-- Data for this task follows --

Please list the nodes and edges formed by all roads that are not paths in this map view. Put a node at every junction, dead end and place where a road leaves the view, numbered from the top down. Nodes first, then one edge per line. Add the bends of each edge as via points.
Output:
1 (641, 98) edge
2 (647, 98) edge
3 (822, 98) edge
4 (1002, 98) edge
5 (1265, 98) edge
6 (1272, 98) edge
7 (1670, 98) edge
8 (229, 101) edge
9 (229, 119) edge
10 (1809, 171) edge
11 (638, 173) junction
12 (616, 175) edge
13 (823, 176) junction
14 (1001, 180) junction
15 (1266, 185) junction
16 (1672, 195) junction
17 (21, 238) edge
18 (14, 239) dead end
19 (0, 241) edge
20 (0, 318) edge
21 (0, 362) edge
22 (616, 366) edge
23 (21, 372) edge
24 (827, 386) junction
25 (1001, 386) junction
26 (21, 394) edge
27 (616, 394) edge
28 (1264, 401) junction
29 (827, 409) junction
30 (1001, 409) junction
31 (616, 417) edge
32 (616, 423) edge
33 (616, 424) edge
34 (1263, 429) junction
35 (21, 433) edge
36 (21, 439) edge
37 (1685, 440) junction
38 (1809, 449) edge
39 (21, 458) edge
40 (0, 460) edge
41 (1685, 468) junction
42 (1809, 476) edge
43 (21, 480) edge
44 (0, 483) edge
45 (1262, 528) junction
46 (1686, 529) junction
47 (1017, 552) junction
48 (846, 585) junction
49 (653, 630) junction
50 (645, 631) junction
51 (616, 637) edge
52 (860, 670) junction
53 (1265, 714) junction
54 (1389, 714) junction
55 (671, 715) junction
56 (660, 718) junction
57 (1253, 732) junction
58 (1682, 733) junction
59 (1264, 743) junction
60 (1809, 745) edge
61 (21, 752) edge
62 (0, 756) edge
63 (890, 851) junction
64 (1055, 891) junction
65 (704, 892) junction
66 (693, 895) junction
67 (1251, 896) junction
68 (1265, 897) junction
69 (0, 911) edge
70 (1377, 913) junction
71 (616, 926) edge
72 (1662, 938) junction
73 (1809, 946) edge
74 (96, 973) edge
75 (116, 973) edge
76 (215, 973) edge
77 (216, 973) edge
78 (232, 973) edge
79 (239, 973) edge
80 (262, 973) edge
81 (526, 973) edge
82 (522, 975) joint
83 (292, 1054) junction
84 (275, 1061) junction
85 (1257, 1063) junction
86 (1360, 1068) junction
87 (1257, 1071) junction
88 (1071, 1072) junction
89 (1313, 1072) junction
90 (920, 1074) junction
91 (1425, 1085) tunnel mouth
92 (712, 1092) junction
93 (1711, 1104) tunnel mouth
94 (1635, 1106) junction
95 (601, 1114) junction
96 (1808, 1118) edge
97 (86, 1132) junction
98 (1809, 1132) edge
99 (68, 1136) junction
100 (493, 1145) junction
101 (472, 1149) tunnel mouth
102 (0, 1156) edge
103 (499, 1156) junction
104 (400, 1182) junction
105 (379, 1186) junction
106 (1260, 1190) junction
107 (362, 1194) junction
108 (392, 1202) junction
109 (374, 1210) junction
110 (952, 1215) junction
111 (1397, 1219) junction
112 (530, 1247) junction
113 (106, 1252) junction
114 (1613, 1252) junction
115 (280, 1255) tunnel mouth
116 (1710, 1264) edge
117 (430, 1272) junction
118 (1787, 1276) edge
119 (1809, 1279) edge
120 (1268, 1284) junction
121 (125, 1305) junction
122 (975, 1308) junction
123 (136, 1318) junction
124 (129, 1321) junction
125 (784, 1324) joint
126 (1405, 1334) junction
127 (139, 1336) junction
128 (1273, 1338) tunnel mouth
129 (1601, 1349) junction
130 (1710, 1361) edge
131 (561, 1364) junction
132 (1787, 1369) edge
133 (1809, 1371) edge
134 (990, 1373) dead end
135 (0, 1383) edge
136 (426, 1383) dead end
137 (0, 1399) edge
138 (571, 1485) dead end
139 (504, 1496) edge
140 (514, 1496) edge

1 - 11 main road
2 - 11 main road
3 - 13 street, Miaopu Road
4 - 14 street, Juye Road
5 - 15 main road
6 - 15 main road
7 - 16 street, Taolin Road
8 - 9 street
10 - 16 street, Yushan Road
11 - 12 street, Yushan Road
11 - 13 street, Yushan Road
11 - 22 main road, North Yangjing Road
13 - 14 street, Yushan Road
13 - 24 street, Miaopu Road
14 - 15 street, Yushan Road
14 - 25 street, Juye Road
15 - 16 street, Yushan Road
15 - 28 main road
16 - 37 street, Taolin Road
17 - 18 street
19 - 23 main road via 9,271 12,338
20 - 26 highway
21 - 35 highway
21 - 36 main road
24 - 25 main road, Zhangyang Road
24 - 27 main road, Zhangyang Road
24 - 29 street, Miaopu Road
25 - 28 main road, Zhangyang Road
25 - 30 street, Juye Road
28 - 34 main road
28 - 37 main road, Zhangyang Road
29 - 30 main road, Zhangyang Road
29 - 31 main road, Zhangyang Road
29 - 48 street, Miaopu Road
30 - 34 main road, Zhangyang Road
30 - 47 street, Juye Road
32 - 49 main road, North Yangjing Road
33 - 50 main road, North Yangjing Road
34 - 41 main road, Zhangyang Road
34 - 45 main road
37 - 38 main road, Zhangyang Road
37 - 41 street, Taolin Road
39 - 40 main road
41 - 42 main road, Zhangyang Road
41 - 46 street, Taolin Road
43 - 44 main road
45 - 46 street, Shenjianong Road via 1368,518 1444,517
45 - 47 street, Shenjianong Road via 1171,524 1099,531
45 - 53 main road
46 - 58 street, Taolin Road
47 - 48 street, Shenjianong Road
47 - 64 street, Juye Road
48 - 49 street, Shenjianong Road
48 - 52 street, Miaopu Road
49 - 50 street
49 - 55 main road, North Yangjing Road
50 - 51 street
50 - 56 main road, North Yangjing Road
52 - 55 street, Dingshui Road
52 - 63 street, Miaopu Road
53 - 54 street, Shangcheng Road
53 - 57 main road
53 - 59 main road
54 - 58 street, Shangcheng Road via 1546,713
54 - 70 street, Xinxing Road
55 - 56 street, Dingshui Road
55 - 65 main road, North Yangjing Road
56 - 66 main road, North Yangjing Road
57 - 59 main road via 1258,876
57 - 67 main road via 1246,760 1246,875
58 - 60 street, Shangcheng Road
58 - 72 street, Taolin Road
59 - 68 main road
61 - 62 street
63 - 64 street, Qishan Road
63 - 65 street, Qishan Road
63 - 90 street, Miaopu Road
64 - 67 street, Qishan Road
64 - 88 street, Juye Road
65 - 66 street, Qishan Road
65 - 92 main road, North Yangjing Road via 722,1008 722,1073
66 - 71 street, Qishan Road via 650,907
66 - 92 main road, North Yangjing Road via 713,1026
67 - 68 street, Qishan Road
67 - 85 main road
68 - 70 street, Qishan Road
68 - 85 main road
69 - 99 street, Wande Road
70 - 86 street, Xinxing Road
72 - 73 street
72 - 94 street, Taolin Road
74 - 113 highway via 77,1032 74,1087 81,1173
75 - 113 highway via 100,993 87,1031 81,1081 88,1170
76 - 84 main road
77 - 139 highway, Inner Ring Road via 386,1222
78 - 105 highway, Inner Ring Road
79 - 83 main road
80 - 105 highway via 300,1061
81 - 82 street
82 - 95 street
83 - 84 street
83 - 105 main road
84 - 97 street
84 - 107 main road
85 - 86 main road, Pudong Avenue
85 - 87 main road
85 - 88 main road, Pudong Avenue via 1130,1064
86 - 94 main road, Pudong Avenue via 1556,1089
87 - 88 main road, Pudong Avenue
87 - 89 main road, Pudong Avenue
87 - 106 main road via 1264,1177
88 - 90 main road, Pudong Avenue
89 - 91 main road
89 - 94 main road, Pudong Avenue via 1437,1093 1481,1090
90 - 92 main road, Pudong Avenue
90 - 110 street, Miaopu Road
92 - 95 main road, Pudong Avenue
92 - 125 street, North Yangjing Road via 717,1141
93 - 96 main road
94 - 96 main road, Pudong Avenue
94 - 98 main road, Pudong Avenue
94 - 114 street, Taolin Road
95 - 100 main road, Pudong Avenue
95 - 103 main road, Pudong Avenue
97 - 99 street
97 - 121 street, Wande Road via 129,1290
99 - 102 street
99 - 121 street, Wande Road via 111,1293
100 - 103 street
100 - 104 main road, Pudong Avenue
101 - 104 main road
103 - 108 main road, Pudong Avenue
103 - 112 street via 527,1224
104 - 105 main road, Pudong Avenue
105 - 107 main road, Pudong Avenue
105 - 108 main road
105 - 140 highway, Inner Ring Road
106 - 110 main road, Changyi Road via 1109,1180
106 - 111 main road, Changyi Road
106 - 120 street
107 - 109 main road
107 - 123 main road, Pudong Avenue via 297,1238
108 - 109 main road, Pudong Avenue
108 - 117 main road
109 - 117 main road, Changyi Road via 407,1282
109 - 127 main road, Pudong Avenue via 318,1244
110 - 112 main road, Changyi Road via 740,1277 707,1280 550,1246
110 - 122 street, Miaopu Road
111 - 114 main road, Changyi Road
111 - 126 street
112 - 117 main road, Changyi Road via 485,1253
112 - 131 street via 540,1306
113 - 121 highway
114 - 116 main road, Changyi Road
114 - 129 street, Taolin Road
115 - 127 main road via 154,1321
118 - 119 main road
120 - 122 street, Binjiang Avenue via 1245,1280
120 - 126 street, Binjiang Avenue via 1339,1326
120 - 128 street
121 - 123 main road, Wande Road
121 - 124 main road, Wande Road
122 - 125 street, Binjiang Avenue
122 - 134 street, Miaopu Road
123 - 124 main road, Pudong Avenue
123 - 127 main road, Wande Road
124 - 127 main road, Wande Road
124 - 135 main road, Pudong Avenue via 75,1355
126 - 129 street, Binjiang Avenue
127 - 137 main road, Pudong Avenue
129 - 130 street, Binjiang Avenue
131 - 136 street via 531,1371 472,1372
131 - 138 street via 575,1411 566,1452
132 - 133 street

-- Data for this task concluded --

§ Your task
Which lines hold the word "Yushan"? Return all of them from the records above.

§ Reply
10 - 16 street, Yushan Road
11 - 12 street, Yushan Road
11 - 13 street, Yushan Road
13 - 14 street, Yushan Road
14 - 15 street, Yushan Road
15 - 16 street, Yushan Road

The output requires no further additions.